Description of the task:
Determine how many lines of the listing below hold the string "LANGÄCKERWEG". Reply only with the number.

========================================================================

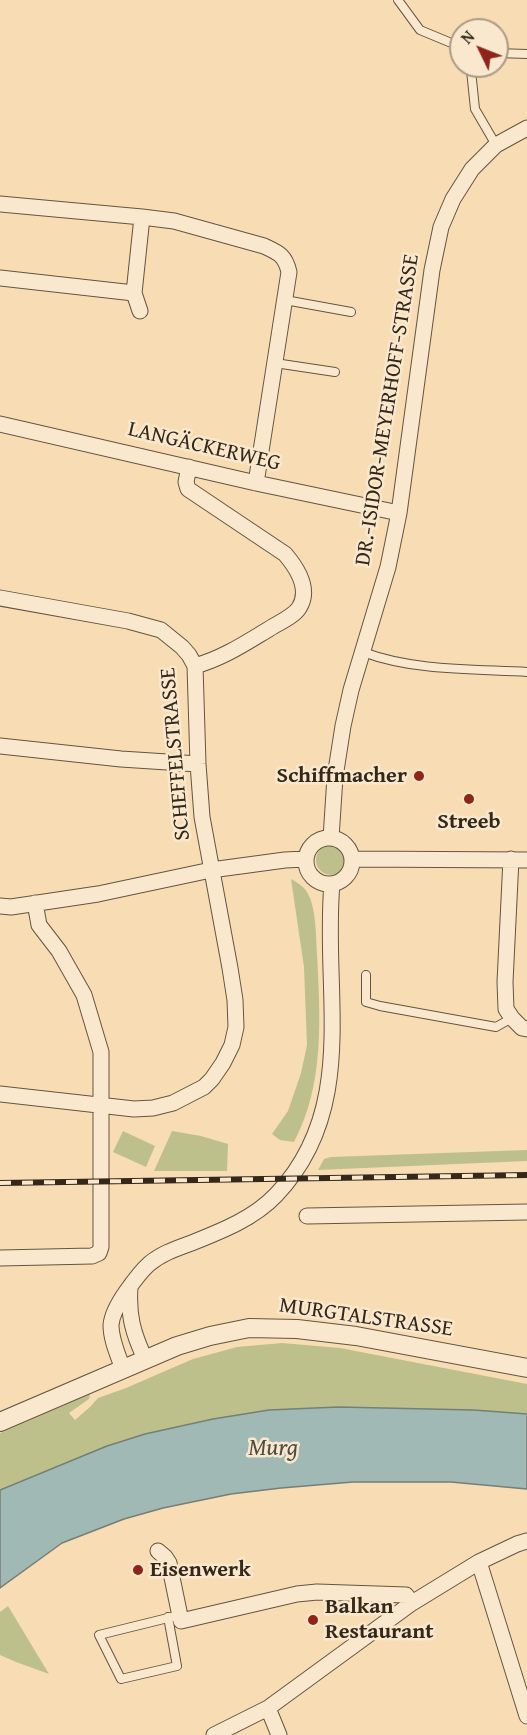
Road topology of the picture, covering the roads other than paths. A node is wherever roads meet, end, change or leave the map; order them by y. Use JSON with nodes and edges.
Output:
{"nodes":[{"id":1,"x":398,"y":0,"type":"edge"},
{"id":2,"x":449,"y":42,"type":"edge"},
{"id":3,"x":509,"y":53,"type":"edge"},
{"id":4,"x":527,"y":54,"type":"edge"},
{"id":5,"x":472,"y":78,"type":"edge"},
{"id":6,"x":527,"y":128,"type":"edge"},
{"id":7,"x":496,"y":146,"type":"junction"},
{"id":8,"x":0,"y":204,"type":"edge"},
{"id":9,"x":142,"y":217,"type":"junction"},
{"id":10,"x":0,"y":278,"type":"edge"},
{"id":11,"x":134,"y":293,"type":"junction"},
{"id":12,"x":285,"y":300,"type":"junction"},
{"id":13,"x":140,"y":311,"type":"dead end"},
{"id":14,"x":351,"y":312,"type":"dead end"},
{"id":15,"x":275,"y":363,"type":"junction"},
{"id":16,"x":335,"y":372,"type":"dead end"},
{"id":17,"x":0,"y":424,"type":"edge"},
{"id":18,"x":189,"y":467,"type":"junction"},
{"id":19,"x":256,"y":483,"type":"junction"},
{"id":20,"x":399,"y":513,"type":"junction"},
{"id":21,"x":0,"y":598,"type":"edge"},
{"id":22,"x":363,"y":652,"type":"junction"},
{"id":23,"x":195,"y":666,"type":"junction"},
{"id":24,"x":527,"y":672,"type":"edge"},
{"id":25,"x":0,"y":746,"type":"edge"},
{"id":26,"x":198,"y":764,"type":"junction"},
{"id":27,"x":331,"y":838,"type":"junction"},
{"id":28,"x":306,"y":859,"type":"junction"},
{"id":29,"x":352,"y":859,"type":"junction"},
{"id":30,"x":511,"y":859,"type":"junction"},
{"id":31,"x":527,"y":860,"type":"edge"},
{"id":32,"x":211,"y":870,"type":"junction"},
{"id":33,"x":332,"y":884,"type":"junction"},
{"id":34,"x":35,"y":903,"type":"junction"},
{"id":35,"x":0,"y":906,"type":"edge"},
{"id":36,"x":366,"y":975,"type":"dead end"},
{"id":37,"x":512,"y":1018,"type":"junction"},
{"id":38,"x":527,"y":1029,"type":"edge"},
{"id":39,"x":0,"y":1094,"type":"edge"},
{"id":40,"x":100,"y":1105,"type":"junction"},
{"id":41,"x":527,"y":1212,"type":"edge"},
{"id":42,"x":307,"y":1216,"type":"dead end"},
{"id":43,"x":0,"y":1258,"type":"edge"},
{"id":44,"x":130,"y":1287,"type":"junction"},
{"id":45,"x":145,"y":1359,"type":"junction"},
{"id":46,"x":527,"y":1368,"type":"edge"},
{"id":47,"x":123,"y":1369,"type":"junction"},
{"id":48,"x":0,"y":1422,"type":"edge"},
{"id":49,"x":527,"y":1541,"type":"edge"},
{"id":50,"x":158,"y":1551,"type":"dead end"},
{"id":51,"x":479,"y":1562,"type":"junction"},
{"id":52,"x":412,"y":1603,"type":"junction"},
{"id":53,"x":174,"y":1616,"type":"junction"},
{"id":54,"x":268,"y":1708,"type":"junction"},
{"id":55,"x":527,"y":1716,"type":"edge"},
{"id":56,"x":214,"y":1735,"type":"edge"},
{"id":57,"x":279,"y":1735,"type":"edge"}],
"edges":[{"from":1,"to":2,"type":"lane"},
{"from":3,"to":4,"type":"lane"},
{"from":5,"to":7,"type":"lane"},
{"from":6,"to":7,"type":"street","name":"DR.-ISIDOR-MEYERHOFF-STRASSE"},
{"from":7,"to":20,"type":"street","name":"DR.-ISIDOR-MEYERHOFF-STRASSE"},
{"from":8,"to":9,"type":"street"},
{"from":9,"to":11,"type":"street"},
{"from":9,"to":12,"type":"street"},
{"from":10,"to":11,"type":"street"},
{"from":11,"to":13,"type":"street"},
{"from":12,"to":14,"type":"lane"},
{"from":12,"to":15,"type":"street"},
{"from":15,"to":16,"type":"lane"},
{"from":15,"to":19,"type":"street"},
{"from":17,"to":18,"type":"street","name":"LANGÄCKERWEG"},
{"from":18,"to":19,"type":"street","name":"LANGÄCKERWEG"},
{"from":18,"to":23,"type":"street"},
{"from":19,"to":20,"type":"street","name":"LANGÄCKERWEG"},
{"from":20,"to":22,"type":"street","name":"DR.-ISIDOR-MEYERHOFF-STRASSE"},
{"from":21,"to":23,"type":"street","name":"SCHEFFELSTRASSE"},
{"from":22,"to":24,"type":"lane"},
{"from":22,"to":27,"type":"street","name":"DR.-ISIDOR-MEYERHOFF-STRASSE"},
{"from":23,"to":26,"type":"street","name":"SCHEFFELSTRASSE"},
{"from":25,"to":26,"type":"street"},
{"from":26,"to":32,"type":"street","name":"SCHEFFELSTRASSE"},
{"from":27,"to":28,"type":"street"},
{"from":27,"to":29,"type":"street"},
{"from":28,"to":32,"type":"street"},
{"from":28,"to":33,"type":"street"},
{"from":29,"to":30,"type":"street"},
{"from":29,"to":33,"type":"street"},
{"from":30,"to":31,"type":"street"},
{"from":30,"to":37,"type":"street"},
{"from":32,"to":34,"type":"street"},
{"from":32,"to":40,"type":"street","name":"SCHEFFELSTRASSE"},
{"from":33,"to":44,"type":"street"},
{"from":34,"to":35,"type":"street"},
{"from":34,"to":40,"type":"street"},
{"from":36,"to":37,"type":"lane"},
{"from":37,"to":38,"type":"street"},
{"from":39,"to":40,"type":"street","name":"SCHEFFELSTRASSE"},
{"from":40,"to":43,"type":"street"},
{"from":41,"to":42,"type":"street"},
{"from":44,"to":45,"type":"street"},
{"from":44,"to":47,"type":"street"},
{"from":45,"to":46,"type":"street","name":"MURGTALSTRASSE"},
{"from":45,"to":47,"type":"street","name":"MURGTALSTRASSE"},
{"from":47,"to":48,"type":"street","name":"MURGTALSTRASSE"},
{"from":49,"to":51,"type":"street"},
{"from":50,"to":53,"type":"street"},
{"from":51,"to":52,"type":"street"},
{"from":51,"to":55,"type":"street"},
{"from":52,"to":53,"type":"street"},
{"from":52,"to":54,"type":"street"},
{"from":53,"to":53,"type":"lane"},
{"from":54,"to":56,"type":"street"},
{"from":54,"to":57,"type":"street"}]}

========================================================================

Final answer:
3